:: DATASET ENTRIES ::

● ● ●

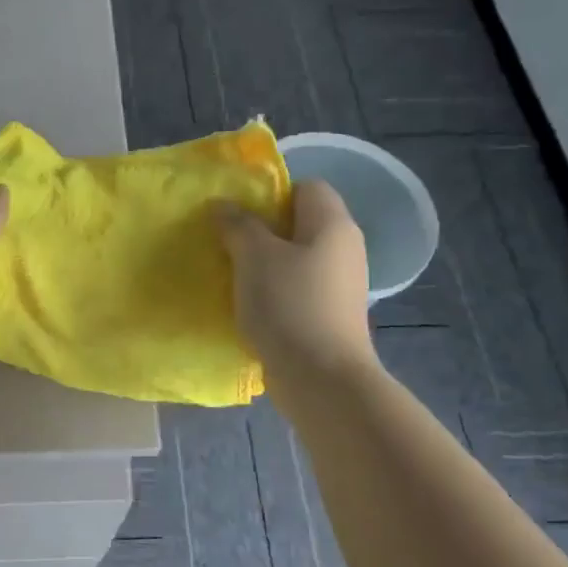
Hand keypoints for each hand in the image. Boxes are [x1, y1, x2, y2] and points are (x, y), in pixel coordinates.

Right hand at [217, 180, 375, 378]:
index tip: (238, 211)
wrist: (322, 379)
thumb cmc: (290, 306)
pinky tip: (247, 305)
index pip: (307, 187)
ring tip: (229, 273)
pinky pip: (296, 288)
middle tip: (225, 241)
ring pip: (295, 258)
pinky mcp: (328, 315)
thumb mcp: (255, 257)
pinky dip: (272, 291)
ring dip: (262, 263)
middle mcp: (343, 249)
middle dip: (261, 229)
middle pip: (299, 223)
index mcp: (332, 225)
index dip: (272, 193)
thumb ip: (238, 225)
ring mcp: (339, 285)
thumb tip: (223, 204)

● ● ●

:: EXERCISE DETAILS ::
Each line above that holds the string "index" should be copied and shown.

:: TASK OUTPUT ::
index tip: (238, 211)
index pip: (307, 187)
index mcp: (332, 225)
index dip: (272, 193)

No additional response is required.